In JAN 1974, while stationed @ APGMD during AIT (63G20) a fellow soldier and I were duped into participating in a BZ experiment. Dick (Halprin) and I "lost" 3 days. When we returned to our training unit, the CO verbally reprimanded us, telling us in no uncertain terms, that we were not "free" to volunteer for medical experiments. Neither one of us knew what he was talking about, having only a vague sense of missing time like a drinking blackout(w/out hangover) and disorientation.

I had no conscious recollection of this incident for 20 years.

Recollection came after A&D treatment @ VA.

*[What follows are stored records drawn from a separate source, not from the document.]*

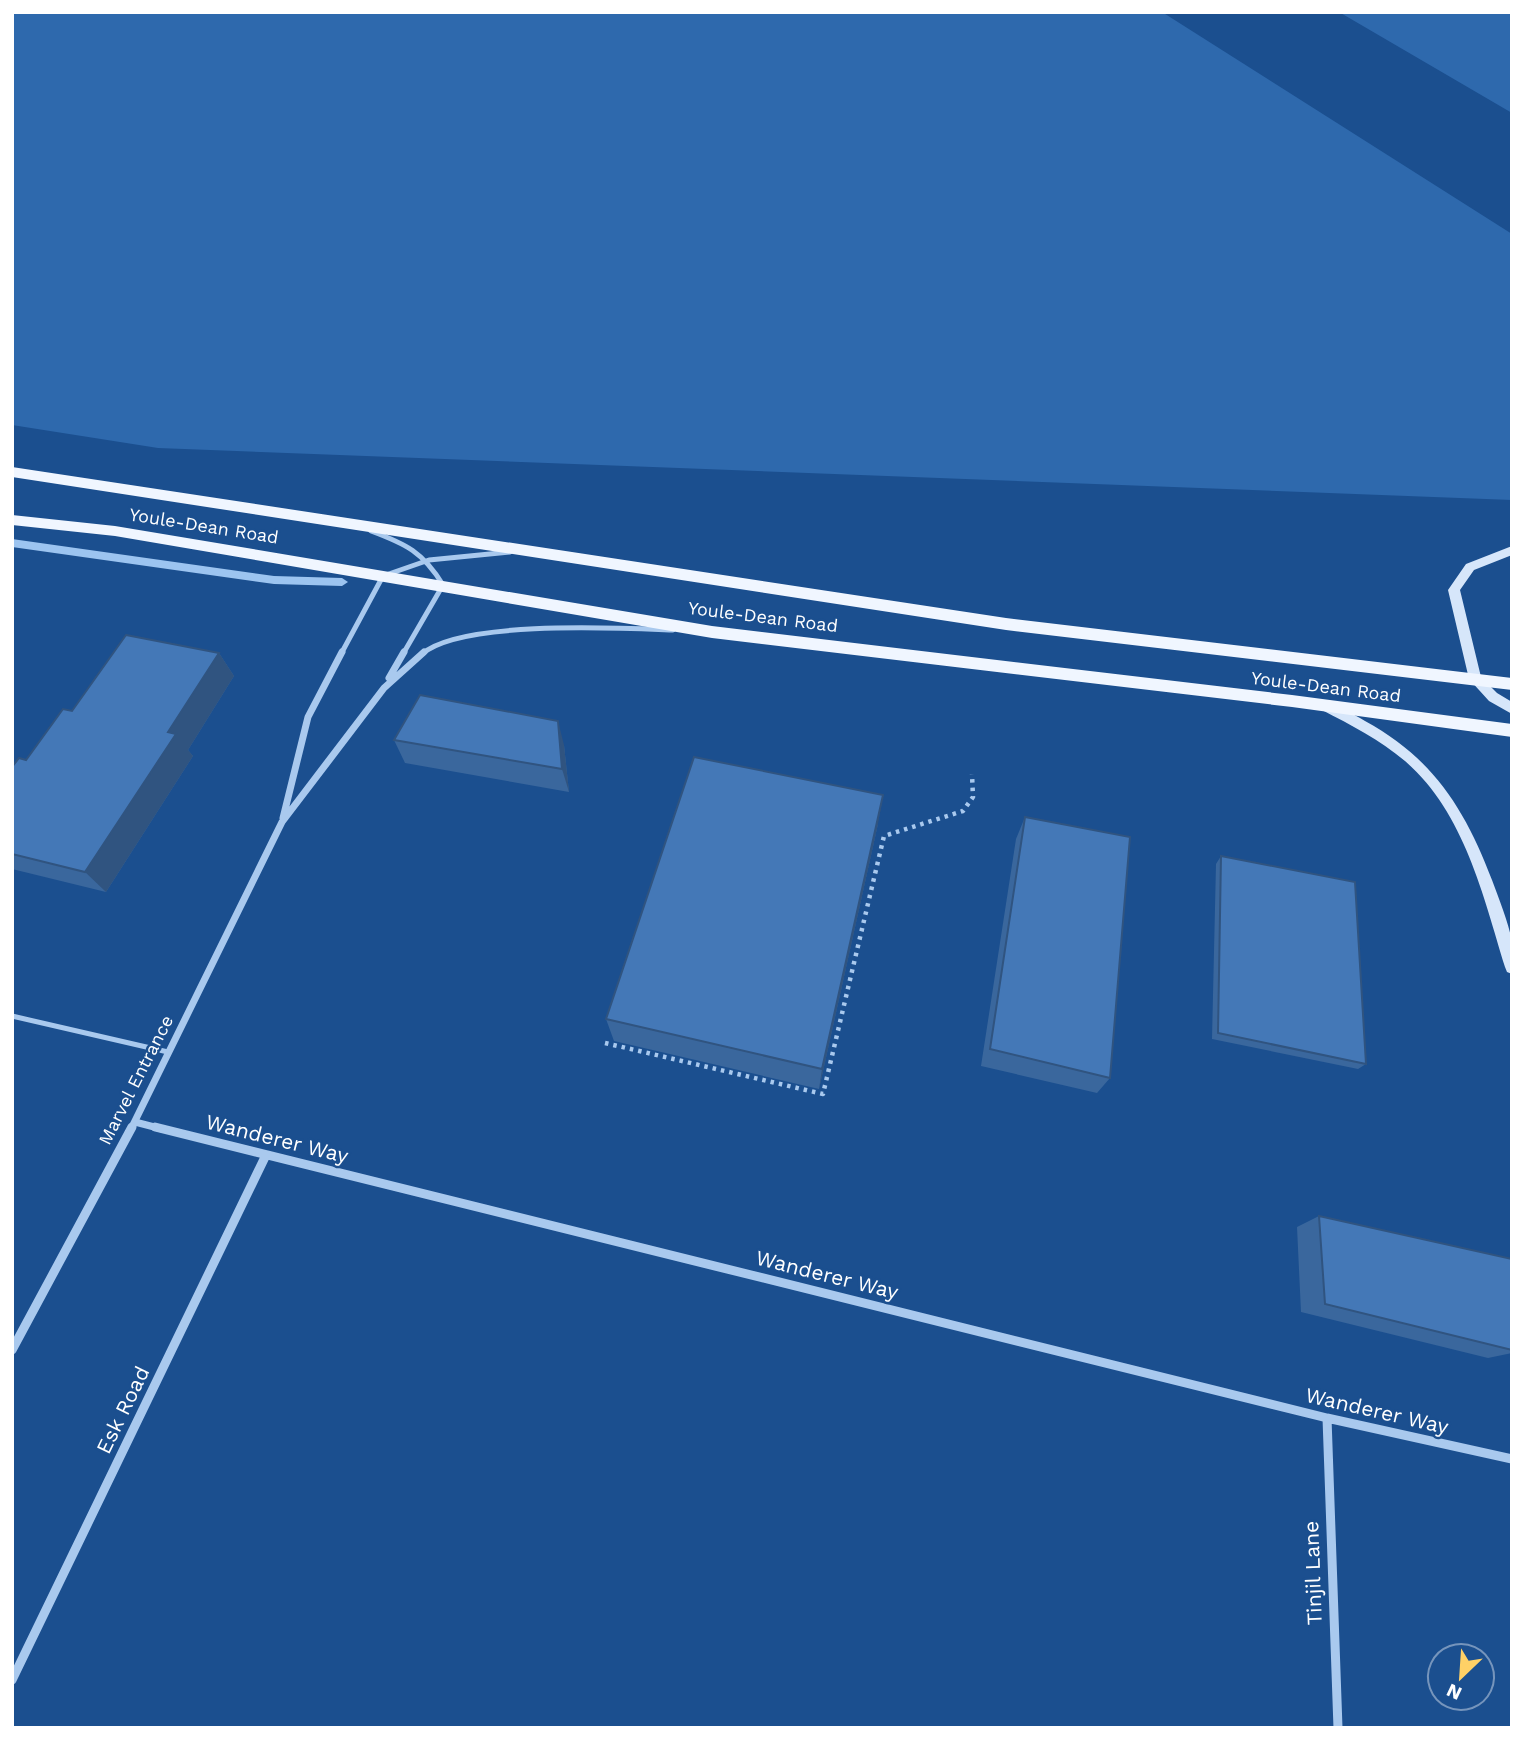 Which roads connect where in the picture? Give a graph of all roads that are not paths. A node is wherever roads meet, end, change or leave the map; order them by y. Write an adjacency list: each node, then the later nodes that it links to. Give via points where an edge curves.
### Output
1 (12, 471): 3 (main road, Youle-Dean Road)
2 (12, 520): 7 (main road, Youle-Dean Road, via 116,531)
3 (346, 522): 5 (main road, Youle-Dean Road); 6 (street, via 407,544)
4 (1512, 550): 10 (street, via 1470,568 1454,590)
5 (544, 551): 6 (street); 10 (main road, Youle-Dean Road, via 1006,624)
6 (429, 560): 7 (street); 8 (street)
7 (383, 576): 8 (main road, Youle-Dean Road); 16 (street, Marvel Entrance, via 308,717)
8 (443, 585): 9 (main road, Youle-Dean Road); 12 (street, Marvel Entrance)
9 (712, 632): 12 (street, Marvel Entrance, via 572,627 468,635 428,649); 13 (main road, Youle-Dean Road)
10 (1475, 679): 11 (main road, Youle-Dean Road); 14 (street)
11 (1512, 684)
12 (384, 688): 16 (street, Marvel Entrance)
13 (1327, 706): 15 (main road, Youle-Dean Road); 17 (street, via 1381,736 1421,768 1456,817 1476,857)
14 (1512, 709)
15 (1512, 731)
16 (282, 822): 19 (street, Marvel Entrance)
17 (1512, 967)
18 (12, 1016): 19 (lane)
19 (169, 1052): 20 (street, Marvel Entrance)
20 (135, 1122): 21 (street, Wanderer Way); 22 (street, Marvel Entrance)
21 (266, 1155): 23 (street, Wanderer Way); 25 (street, Esk Road)
22 (12, 1350)
23 (1327, 1418): 24 (street, Wanderer Way); 26 (street, Tinjil Lane)
24 (1512, 1459)
25 (12, 1680)
26 (1338, 1728)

I have never been able to convince ANYONE of this incident - w/the exception of an excellent VSO (DAV) Duane Goodman, who commented "there should be a recovery group" (for Edgewood survivors).

I knew there were others out there. Thanks Beetle.

Don said...

I was in the last full 90 day evolution/TDY to Edgewood 1975. I went from 4th ID at Ft Carson. I can't say I had long term effects but I always wondered about the drugs I was told I received; Valium and Scopolomine are two I remember along with either Atropine or 2Pam Chloride. I had heard the program was discontinued the following year. I've been curious to learn more about it.

MaryT said...

My husband spent 2 months at Edgewood at the end of 1970. He never mentioned what he may have been given. I'm not sure he knew. He died in 2014 of brain cancer. He had glioblastoma - GBM4 (sometimes associated with agent orange). I, too, would like to find more info abt the Edgewood testing.

MaryT said...

My husband spent 2 months at Edgewood at the end of 1970. He never mentioned what he may have been given. I'm not sure he knew. He died in 2014 of brain cancer. He had glioblastoma - GBM4 (sometimes associated with agent orange). I, too, would like to find more info abt the Edgewood testing.

Don said...

I used to get correspondence regarding any updates on participants but haven't gotten anything in awhile. I will post of any more information becomes available. Very sorry about your loss Mary.
V/R

Don said...

I used to get correspondence regarding any updates on participants but haven't gotten anything in awhile. I will post of any more information becomes available. Very sorry about your loss Mary.
V/R

Unknown said...

I am producing a documentary film on Edgewood Arsenal and have been connecting with many of the test vets around the country that participated in the research of incapacitating agents from the late 1950's into the early 1970's.

I feel strongly that this chapter of American history should not remain in the shadows and that recognition for the sacrifices made by thousands of "volunteers" that passed through Edgewood should be brought to light.

I would be happy to speak with any of the Edgewood vets in more detail about our project. Setting out to conduct interviews in the next month, so please get in touch soon.

Please feel free to contact me directly at 917-517-5093 or by email at nick.brigden@zeropointzero.com

Sincerely,

Nick Brigden

Don said...

I have emailed you as to speaking with you regarding your project. I would be willing to speak with you.